**INSTRUCTIONS TO FOLLOW**
Setting aside any pictures, reproduce the data exactly.

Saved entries
----
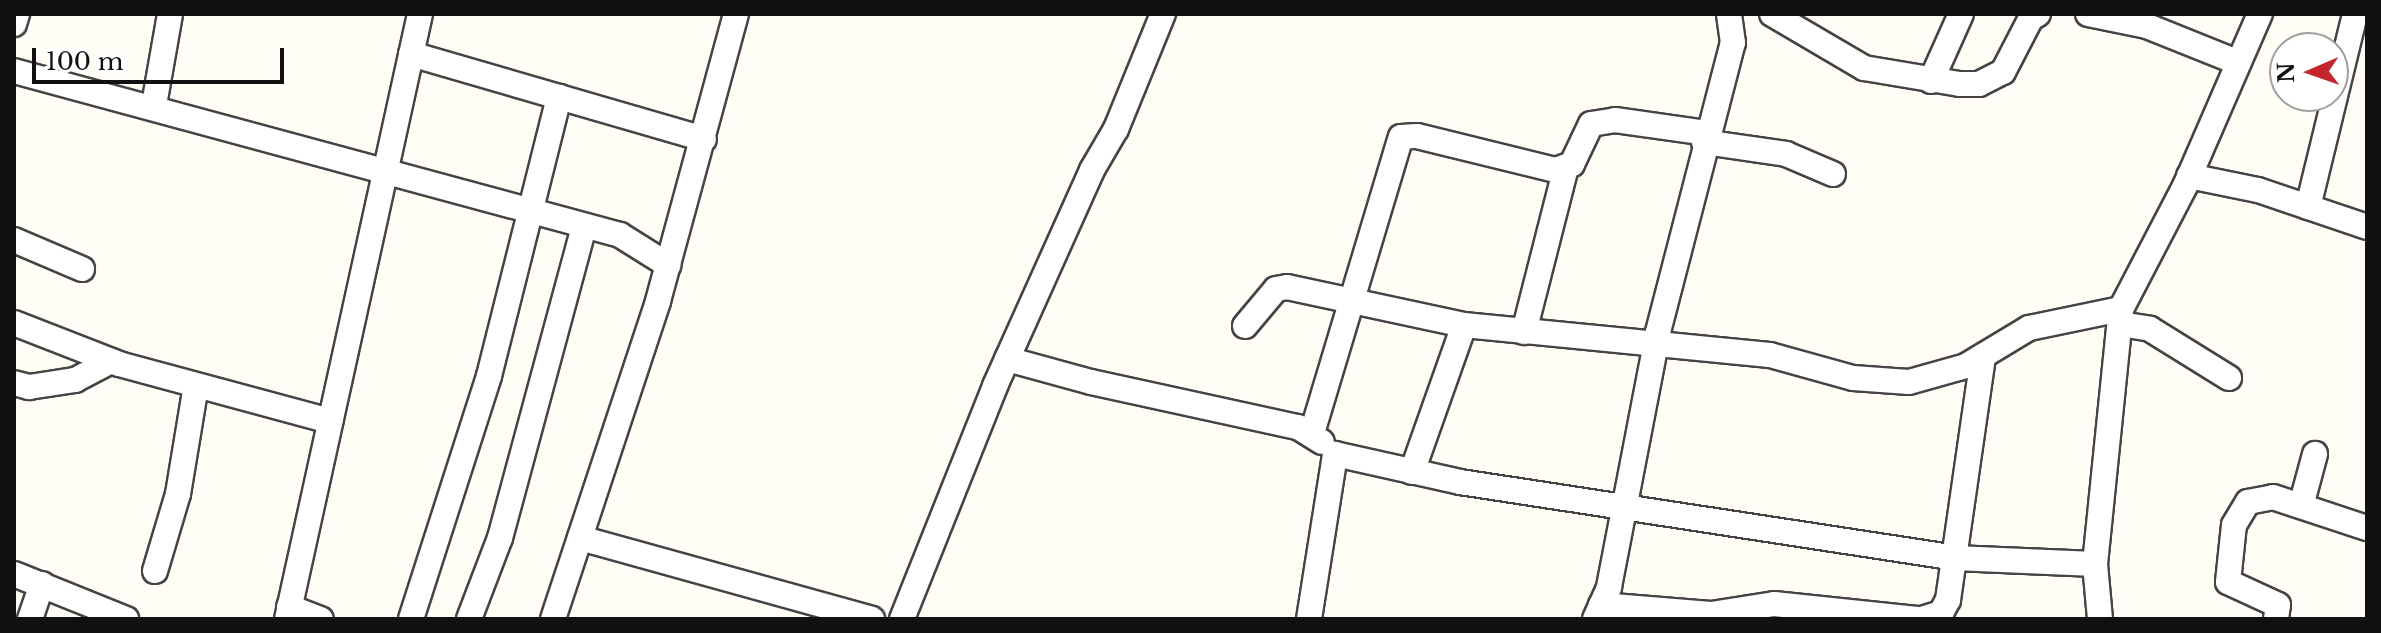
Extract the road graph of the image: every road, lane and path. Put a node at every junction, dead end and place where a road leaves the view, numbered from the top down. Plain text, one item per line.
1 (17, 14) edge
2 (170, 14) edge
3 (420, 14) edge
4 (736, 14) edge
5 (1163, 14) edge
6 (1729, 14) edge
7 (1772, 14) edge
8 (1961, 14) edge
9 (2038, 14) edge
10 (2088, 14) edge
11 (2260, 14) edge
12 (2355, 14) edge
13 (14, 24) edge
14 (411, 54) junction
15 (2237, 62) junction
16 (14, 71) edge
17 (1931, 81) junction
18 (559, 97) junction
19 (154, 105) junction
20 (1705, 138) junction
21 (704, 139) junction
22 (1566, 167) junction
23 (385, 173) junction
24 (1833, 174) dead end
25 (2189, 176) junction
26 (2308, 207) junction
27 (533, 212) junction
28 (584, 226) junction
29 (2367, 227) edge
30 (14, 240) edge
31 (668, 265) junction
32 (82, 269) dead end
33 (1352, 302) junction
34 (2120, 317) junction
35 (14, 323) edge
36 (1464, 325) junction
37 (1245, 326) dead end
38 (1524, 332) junction
39 (1655, 347) junction
40 (1983, 356) junction
41 (1007, 359) junction
42 (111, 361) junction
43 (2229, 378) dead end
44 (14, 383) edge
45 (196, 385) junction
46 (330, 421) junction
47 (1312, 433) junction
48 (1335, 454) junction
49 (2315, 454) dead end
50 (1412, 472) junction
51 (2301, 506) junction
52 (1624, 507) junction
53 (2367, 528) edge
54 (580, 538) junction
55 (1954, 558) junction
56 (2095, 564) junction
57 (155, 571) dead end
58 (14, 574) edge
59 (42, 584) junction
60 (1598, 612) edge
61 (288, 613) edge
62 (1724, 616) edge
63 (1847, 616) edge
64 (119, 617) edge
65 (1930, 617) edge
66 (30, 619) edge
67 (321, 619) edge
68 (411, 619) edge
69 (469, 619) edge
70 (553, 619) edge
71 (872, 619) edge
72 (902, 619) edge
73 (1309, 619) edge
74 (2100, 619) edge
75 (2276, 619) edge

1 - 13 street
2 - 19 street
3 - 14 street
4 - 21 street
5 - 41 street
6 - 20 street
7 - 17 street
8 - 17 street
9 - 17 street
10 - 15 street
11 - 15 street
12 - 26 street
14 - 18 street
14 - 23 street
15 - 25 street
16 - 19 street
18 - 21 street
18 - 27 street
19 - 23 street
20 - 22 street
20 - 24 street
20 - 39 street
21 - 31 street
22 - 33 street
22 - 38 street
23 - 27 street
23 - 46 street
25 - 26 street
25 - 34 street
26 - 29 street
27 - 28 street
27 - 68 street
28 - 31 street
28 - 69 street
30 - 32 street
31 - 54 street
33 - 36 street
33 - 37 street
33 - 47 street
34 - 40 street
34 - 43 street
34 - 56 street
35 - 42 street
36 - 38 street
36 - 50 street
38 - 39 street
39 - 40 street
39 - 52 street
40 - 55 street
41 - 47 street
41 - 72 street
42 - 44 street
42 - 45 street
45 - 46 street
45 - 57 street
46 - 61 street
47 - 48 street
48 - 50 street
48 - 73 street
49 - 51 street
50 - 52 street
51 - 53 street
51 - 75 street
52 - 55 street
52 - 60 street
54 - 70 street
54 - 71 street
55 - 56 street
55 - 65 street
56 - 74 street
58 - 59 street
59 - 64 street
59 - 66 street
60 - 62 street
61 - 67 street
62 - 63 street
63 - 65 street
----
**RESPONSE BOX**
Extract the road graph of the image: every road, lane and path. Put a node at every junction, dead end and place where a road leaves the view, numbered from the top down. Plain text, one item per line.
1 (17, 14) edge
2 (170, 14) edge
3 (420, 14) edge
4 (736, 14) edge
5 (1163, 14) edge
6 (1729, 14) edge
7 (1772, 14) edge
8 (1961, 14) edge
9 (2038, 14) edge
10 (2088, 14) edge
11 (2260, 14) edge
12 (2355, 14) edge
13 (14, 24) edge
14 (411, 54) junction
15 (2237, 62) junction
16 (14, 71) edge
17 (1931, 81) junction
18 (559, 97) junction
19 (154, 105) junction
20 (1705, 138) junction
21 (704, 139) junction
22 (1566, 167) junction
23 (385, 173) junction
24 (1833, 174) dead end
25 (2189, 176) junction
26 (2308, 207) junction
27 (533, 212) junction
28 (584, 226) junction
29 (2367, 227) edge
30 (14, 240) edge
31 (668, 265) junction
32 (82, 269) dead end
33 (1352, 302) junction
34 (2120, 317) junction
35 (14, 323) edge
36 (1464, 325) junction
37 (1245, 326) dead end
38 (1524, 332) junction
39 (1655, 347) junction
40 (1983, 356) junction
41 (1007, 359) junction
42 (111, 361) junction
43 (2229, 378) dead end
44 (14, 383) edge
45 (196, 385) junction
46 (330, 421) junction
47 (1312, 433) junction
48 (1335, 454) junction
49 (2315, 454) dead end
50 (1412, 472) junction
51 (2301, 506) junction
52 (1624, 507) junction
53 (2367, 528) edge
54 (580, 538) junction
55 (1954, 558) junction
56 (2095, 564) junction
57 (155, 571) dead end
58 (14, 574) edge
59 (42, 584) junction
60 (1598, 612) edge
61 (288, 613) edge
62 (1724, 616) edge
63 (1847, 616) edge
64 (119, 617) edge
65 (1930, 617) edge
66 (30, 619) edge
67 (321, 619) edge
68 (411, 619) edge
69 (469, 619) edge
70 (553, 619) edge
71 (872, 619) edge
72 (902, 619) edge
73 (1309, 619) edge
74 (2100, 619) edge
75 (2276, 619) edge

1 - 13 street
2 - 19 street
3 - 14 street
4 - 21 street
5 - 41 street
6 - 20 street
7 - 17 street
8 - 17 street
9 - 17 street
10 - 15 street
11 - 15 street
12 - 26 street
14 - 18 street
14 - 23 street
15 - 25 street
16 - 19 street
18 - 21 street
18 - 27 street
19 - 23 street
20 - 22 street
20 - 24 street
20 - 39 street
21 - 31 street
22 - 33 street
22 - 38 street
23 - 27 street
23 - 46 street
25 - 26 street
25 - 34 street
26 - 29 street
27 - 28 street
27 - 68 street
28 - 31 street
28 - 69 street
30 - 32 street
31 - 54 street
33 - 36 street
33 - 37 street
33 - 47 street
34 - 40 street
34 - 43 street
34 - 56 street
35 - 42 street
36 - 38 street
36 - 50 street
38 - 39 street
39 - 40 street
39 - 52 street
40 - 55 street
41 - 47 street
41 - 72 street
42 - 44 street
42 - 45 street
45 - 46 street
45 - 57 street
46 - 61 street
47 - 48 street
48 - 50 street
48 - 73 street
49 - 51 street
50 - 52 street
51 - 53 street
51 - 75 street
52 - 55 street
52 - 60 street
54 - 70 street
54 - 71 street
55 - 56 street
55 - 65 street
56 - 74 street
58 - 59 street
59 - 64 street
59 - 66 street
60 - 62 street
61 - 67 street
62 - 63 street
63 - 65 street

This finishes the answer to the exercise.